#### Instructions to follow
Using the data below, work out how many of its lines contain "name", and give that number with nothing added.
[Dataset entries]
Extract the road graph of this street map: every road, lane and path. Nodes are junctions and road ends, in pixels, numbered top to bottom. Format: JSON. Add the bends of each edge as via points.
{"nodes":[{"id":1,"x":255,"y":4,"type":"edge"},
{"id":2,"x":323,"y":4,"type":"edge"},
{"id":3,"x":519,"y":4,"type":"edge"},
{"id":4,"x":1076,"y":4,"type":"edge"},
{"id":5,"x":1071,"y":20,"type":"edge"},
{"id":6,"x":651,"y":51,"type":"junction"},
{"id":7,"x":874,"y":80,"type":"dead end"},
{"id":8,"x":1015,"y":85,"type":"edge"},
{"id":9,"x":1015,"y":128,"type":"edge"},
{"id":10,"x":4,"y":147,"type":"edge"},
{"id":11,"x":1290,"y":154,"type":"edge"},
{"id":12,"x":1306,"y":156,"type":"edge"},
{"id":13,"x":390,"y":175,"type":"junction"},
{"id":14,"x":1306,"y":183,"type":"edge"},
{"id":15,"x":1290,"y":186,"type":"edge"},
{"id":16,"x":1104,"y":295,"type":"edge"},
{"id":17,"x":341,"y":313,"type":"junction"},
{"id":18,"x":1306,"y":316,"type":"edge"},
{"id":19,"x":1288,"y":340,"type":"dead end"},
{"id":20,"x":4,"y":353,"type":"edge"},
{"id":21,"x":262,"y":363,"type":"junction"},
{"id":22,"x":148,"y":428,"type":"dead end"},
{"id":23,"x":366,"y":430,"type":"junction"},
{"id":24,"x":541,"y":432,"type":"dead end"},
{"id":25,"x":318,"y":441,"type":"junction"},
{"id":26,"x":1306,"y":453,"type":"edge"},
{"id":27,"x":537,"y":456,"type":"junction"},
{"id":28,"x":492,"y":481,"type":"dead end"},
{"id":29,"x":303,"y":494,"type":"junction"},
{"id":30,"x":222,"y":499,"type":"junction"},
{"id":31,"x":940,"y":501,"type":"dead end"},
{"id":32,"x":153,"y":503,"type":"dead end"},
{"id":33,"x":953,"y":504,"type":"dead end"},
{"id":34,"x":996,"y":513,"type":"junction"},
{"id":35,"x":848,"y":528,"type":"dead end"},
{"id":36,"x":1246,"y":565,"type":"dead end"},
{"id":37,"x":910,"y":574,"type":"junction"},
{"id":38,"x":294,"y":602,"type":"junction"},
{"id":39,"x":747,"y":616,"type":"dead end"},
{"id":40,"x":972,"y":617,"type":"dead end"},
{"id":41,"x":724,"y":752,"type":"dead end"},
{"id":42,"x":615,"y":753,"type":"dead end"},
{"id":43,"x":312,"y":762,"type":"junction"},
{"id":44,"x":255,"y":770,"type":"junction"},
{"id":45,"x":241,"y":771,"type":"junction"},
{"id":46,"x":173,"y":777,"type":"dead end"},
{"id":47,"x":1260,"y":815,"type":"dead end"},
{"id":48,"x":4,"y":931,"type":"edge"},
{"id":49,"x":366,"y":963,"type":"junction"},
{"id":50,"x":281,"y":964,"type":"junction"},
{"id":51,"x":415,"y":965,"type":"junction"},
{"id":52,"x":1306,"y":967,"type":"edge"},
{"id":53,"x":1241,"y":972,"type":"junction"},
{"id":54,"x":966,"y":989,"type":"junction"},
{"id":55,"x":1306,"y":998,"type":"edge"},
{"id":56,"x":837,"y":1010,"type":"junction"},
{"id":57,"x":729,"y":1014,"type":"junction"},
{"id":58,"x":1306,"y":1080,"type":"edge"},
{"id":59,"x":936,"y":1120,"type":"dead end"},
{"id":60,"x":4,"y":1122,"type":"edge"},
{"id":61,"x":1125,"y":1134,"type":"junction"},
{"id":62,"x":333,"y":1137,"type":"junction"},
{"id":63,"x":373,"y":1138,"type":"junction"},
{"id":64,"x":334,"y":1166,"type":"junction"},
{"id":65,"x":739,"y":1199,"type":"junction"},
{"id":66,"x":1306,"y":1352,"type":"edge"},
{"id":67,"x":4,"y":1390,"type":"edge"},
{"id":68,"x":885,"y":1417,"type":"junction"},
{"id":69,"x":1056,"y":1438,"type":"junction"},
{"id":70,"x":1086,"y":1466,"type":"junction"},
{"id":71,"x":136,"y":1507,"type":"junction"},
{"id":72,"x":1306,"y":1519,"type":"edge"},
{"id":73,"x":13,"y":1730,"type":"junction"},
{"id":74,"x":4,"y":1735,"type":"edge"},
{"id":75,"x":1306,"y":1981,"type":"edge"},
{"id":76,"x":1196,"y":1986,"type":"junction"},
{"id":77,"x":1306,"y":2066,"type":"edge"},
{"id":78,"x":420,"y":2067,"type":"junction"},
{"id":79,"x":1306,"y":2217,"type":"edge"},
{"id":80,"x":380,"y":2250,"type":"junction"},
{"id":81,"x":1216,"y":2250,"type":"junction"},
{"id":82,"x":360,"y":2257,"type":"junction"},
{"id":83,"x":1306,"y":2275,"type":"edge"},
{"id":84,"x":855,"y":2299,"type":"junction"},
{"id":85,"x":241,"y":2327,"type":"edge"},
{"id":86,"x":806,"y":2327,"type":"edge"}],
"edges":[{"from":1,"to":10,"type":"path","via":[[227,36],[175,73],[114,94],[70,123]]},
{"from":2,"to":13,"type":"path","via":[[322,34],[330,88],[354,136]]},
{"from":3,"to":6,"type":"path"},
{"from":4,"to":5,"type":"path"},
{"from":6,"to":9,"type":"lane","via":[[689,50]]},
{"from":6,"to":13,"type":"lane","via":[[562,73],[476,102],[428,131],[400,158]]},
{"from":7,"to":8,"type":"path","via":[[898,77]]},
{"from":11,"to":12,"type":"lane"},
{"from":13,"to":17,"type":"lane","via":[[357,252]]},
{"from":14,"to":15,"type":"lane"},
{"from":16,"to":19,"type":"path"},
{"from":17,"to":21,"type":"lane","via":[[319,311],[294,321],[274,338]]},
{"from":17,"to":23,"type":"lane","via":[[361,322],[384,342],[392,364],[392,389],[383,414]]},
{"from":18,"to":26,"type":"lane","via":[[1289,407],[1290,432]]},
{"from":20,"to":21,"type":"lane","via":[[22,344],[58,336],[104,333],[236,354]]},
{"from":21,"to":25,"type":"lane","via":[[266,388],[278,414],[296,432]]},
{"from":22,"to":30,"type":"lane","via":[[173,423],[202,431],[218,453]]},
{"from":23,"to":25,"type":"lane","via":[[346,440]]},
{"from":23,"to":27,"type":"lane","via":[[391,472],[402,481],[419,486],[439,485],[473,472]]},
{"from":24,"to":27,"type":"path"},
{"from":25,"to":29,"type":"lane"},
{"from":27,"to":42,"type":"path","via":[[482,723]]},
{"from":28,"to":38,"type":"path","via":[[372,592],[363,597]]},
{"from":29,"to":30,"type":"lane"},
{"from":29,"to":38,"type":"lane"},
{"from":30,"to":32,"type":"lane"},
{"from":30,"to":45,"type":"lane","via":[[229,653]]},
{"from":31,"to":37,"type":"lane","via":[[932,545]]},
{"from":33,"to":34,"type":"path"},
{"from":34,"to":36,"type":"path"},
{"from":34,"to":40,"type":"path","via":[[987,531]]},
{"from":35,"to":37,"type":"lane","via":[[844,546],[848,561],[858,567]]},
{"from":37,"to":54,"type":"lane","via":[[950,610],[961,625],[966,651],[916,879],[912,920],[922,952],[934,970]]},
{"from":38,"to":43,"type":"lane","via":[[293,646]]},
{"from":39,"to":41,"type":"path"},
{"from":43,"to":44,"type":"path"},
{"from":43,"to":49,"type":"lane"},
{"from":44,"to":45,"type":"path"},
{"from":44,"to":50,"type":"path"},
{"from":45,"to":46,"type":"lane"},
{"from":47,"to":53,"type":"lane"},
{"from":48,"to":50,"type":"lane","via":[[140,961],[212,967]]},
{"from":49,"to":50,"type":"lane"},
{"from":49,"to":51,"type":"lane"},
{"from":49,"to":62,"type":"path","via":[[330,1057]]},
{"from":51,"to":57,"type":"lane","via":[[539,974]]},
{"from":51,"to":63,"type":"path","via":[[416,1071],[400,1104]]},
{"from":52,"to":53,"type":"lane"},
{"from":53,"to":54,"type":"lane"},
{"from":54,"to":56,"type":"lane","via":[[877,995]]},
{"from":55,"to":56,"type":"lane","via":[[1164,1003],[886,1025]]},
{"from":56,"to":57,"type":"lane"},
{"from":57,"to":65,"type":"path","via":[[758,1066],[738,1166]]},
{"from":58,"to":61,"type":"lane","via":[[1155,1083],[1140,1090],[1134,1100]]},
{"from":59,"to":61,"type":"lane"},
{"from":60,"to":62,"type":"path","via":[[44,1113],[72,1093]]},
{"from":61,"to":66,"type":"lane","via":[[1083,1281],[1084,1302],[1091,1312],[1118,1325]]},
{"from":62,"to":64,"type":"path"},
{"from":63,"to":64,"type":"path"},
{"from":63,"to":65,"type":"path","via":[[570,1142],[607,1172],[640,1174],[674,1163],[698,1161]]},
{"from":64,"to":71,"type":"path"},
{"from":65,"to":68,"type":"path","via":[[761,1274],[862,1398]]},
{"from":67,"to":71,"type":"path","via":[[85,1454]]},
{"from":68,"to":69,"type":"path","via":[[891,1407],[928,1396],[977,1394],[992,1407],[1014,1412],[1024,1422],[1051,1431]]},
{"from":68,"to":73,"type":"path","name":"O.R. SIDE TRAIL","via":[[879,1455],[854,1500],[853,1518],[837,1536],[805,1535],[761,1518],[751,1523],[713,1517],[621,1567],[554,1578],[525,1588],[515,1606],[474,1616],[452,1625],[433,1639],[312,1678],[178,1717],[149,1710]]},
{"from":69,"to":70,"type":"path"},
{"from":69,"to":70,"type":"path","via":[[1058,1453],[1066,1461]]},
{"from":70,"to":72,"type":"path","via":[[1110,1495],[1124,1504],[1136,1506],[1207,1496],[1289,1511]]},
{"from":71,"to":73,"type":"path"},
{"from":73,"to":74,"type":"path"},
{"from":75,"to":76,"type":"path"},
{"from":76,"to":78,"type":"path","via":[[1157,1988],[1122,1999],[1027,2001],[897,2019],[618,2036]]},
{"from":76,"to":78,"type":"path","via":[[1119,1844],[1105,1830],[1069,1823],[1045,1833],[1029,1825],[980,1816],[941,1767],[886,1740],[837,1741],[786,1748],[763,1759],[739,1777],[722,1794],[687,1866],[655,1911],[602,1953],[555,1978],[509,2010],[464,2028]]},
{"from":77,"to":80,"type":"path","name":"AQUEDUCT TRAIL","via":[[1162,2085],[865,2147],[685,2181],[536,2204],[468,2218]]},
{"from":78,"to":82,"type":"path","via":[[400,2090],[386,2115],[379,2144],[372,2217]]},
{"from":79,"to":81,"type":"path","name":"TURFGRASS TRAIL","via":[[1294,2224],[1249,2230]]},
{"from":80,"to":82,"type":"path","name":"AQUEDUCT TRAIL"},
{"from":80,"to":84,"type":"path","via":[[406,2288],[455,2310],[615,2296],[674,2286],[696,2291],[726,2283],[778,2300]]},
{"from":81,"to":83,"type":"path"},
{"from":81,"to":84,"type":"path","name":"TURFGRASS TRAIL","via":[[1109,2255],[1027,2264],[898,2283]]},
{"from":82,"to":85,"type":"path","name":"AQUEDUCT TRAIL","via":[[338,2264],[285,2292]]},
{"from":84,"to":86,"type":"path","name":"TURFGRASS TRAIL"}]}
[/Dataset entries]
#### Answer for this exercise
7